## Exercise description
Make an exact copy of the entries, and keep any pictures out of it.

## Input
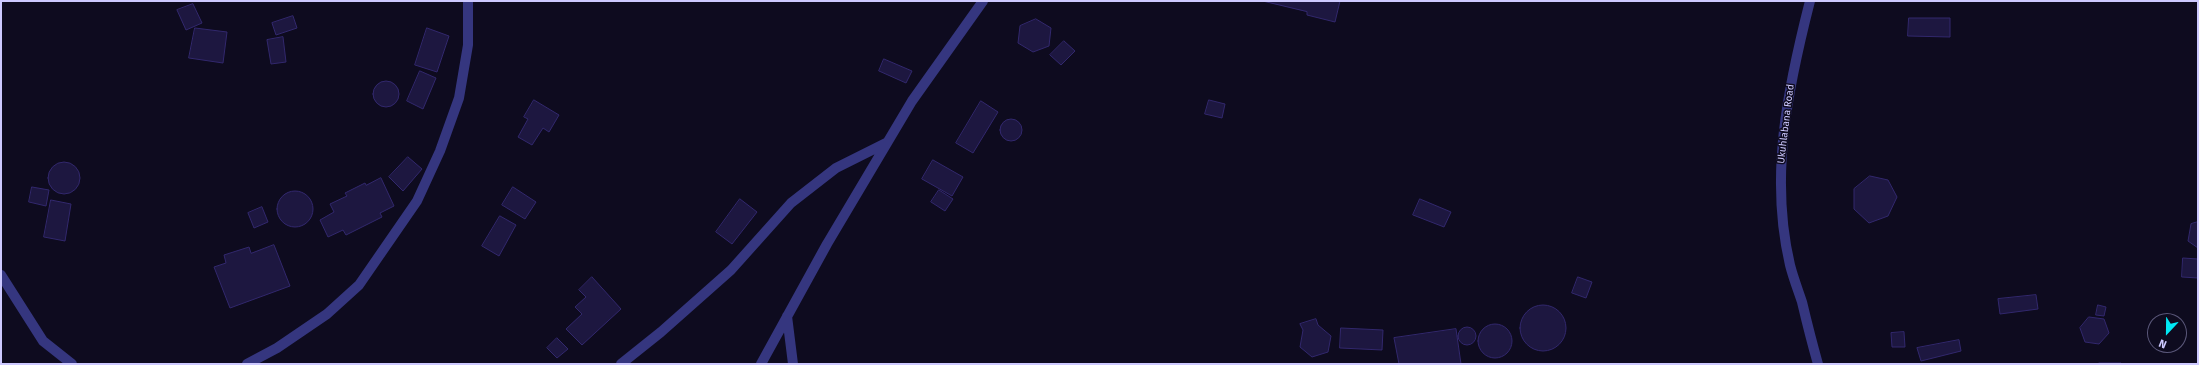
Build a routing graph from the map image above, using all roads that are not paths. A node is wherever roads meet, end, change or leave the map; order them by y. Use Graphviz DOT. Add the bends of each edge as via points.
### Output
graph roads {
  1 [pos="468,1"];
  2 [pos="983,1"];
  3 [pos="1810,1"];
  4 [pos="886,143"];
  5 [pos="1,274"];
  6 [pos="787,316"];
  7 [pos="72,364"];
  8 [pos="247,364"];
  9 [pos="621,364"];
  10 [pos="761,364"];
  11 [pos="793,364"];
  12 [pos="1818,364"];
  1 -- 8 [label="street" via="468,45 459,98 440,151 416,201 359,285 327,314 277,348"];
  2 -- 4 [label="street" via="912,101"];
  3 -- 12 [label="street, Ukuhlabana Road" via="1793,69 1782,142 1781,177 1782,218 1790,265"];
  4 -- 6 [label="street"];
  4 -- 9 [label="street" via="836,168 791,203 731,270"];
  5 -- 7 [label="street" via="43,341"];
  6 -- 10 [label="street"];
  6 -- 11 [label="street"];
}
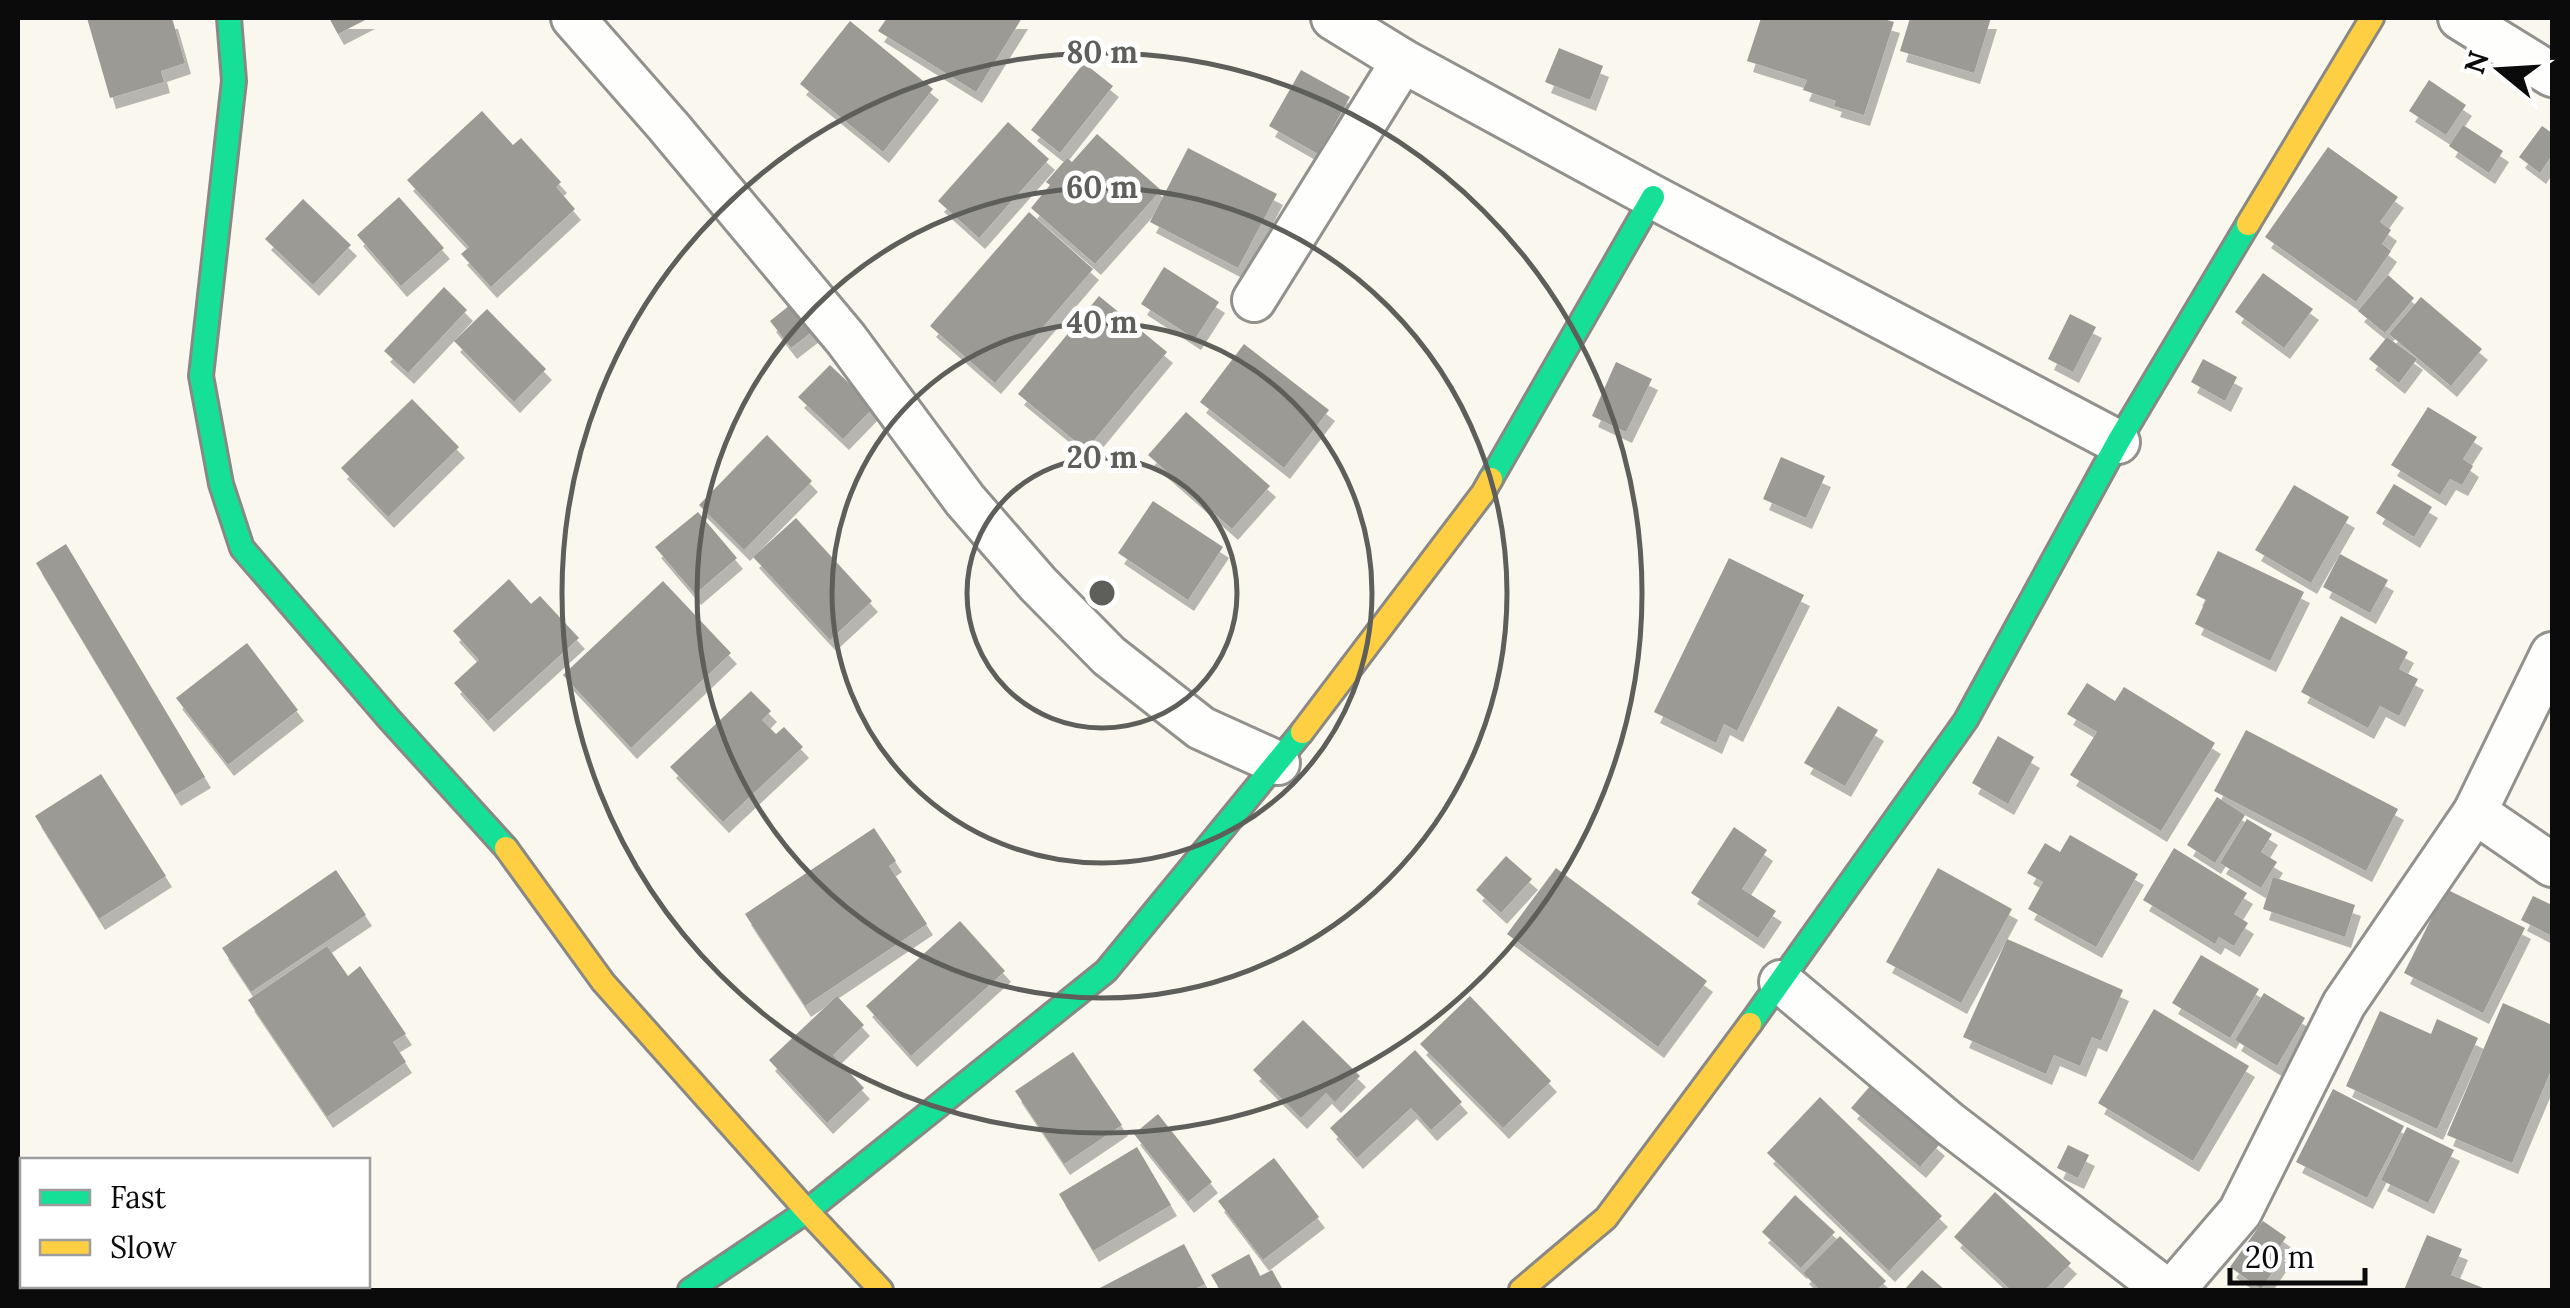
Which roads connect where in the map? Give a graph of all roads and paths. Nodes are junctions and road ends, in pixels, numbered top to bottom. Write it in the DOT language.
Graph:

## Response for this exercise
Build a routing graph from the map image above, using all roads that are not paths. A node is wherever roads meet, end, change or leave the map; order them by y. Use Graphviz DOT. Add the bends of each edge as via points.
### Output
graph roads {
  1 [pos="468,1"];
  2 [pos="983,1"];
  3 [pos="1810,1"];
  4 [pos="886,143"];
  5 [pos="1,274"];
  6 [pos="787,316"];
  7 [pos="72,364"];
  8 [pos="247,364"];
  9 [pos="621,364"];
  10 [pos="761,364"];
  11 [pos="793,364"];
  12 [pos="1818,364"];
  1 -- 8 [label="street" via="468,45 459,98 440,151 416,201 359,285 327,314 277,348"];
  2 -- 4 [label="street" via="912,101"];
  3 -- 12 [label="street, Ukuhlabana Road" via="1793,69 1782,142 1781,177 1782,218 1790,265"];
  4 -- 6 [label="street"];
  4 -- 9 [label="street" via="836,168 791,203 731,270"];
  5 -- 7 [label="street" via="43,341"];
  6 -- 10 [label="street"];
  6 -- 11 [label="street"];
}
Which roads connect where in the map? Give a graph of all roads and paths. Nodes are junctions and road ends, in pixels, numbered top to bottom. Write it in the DOT language.
Graph:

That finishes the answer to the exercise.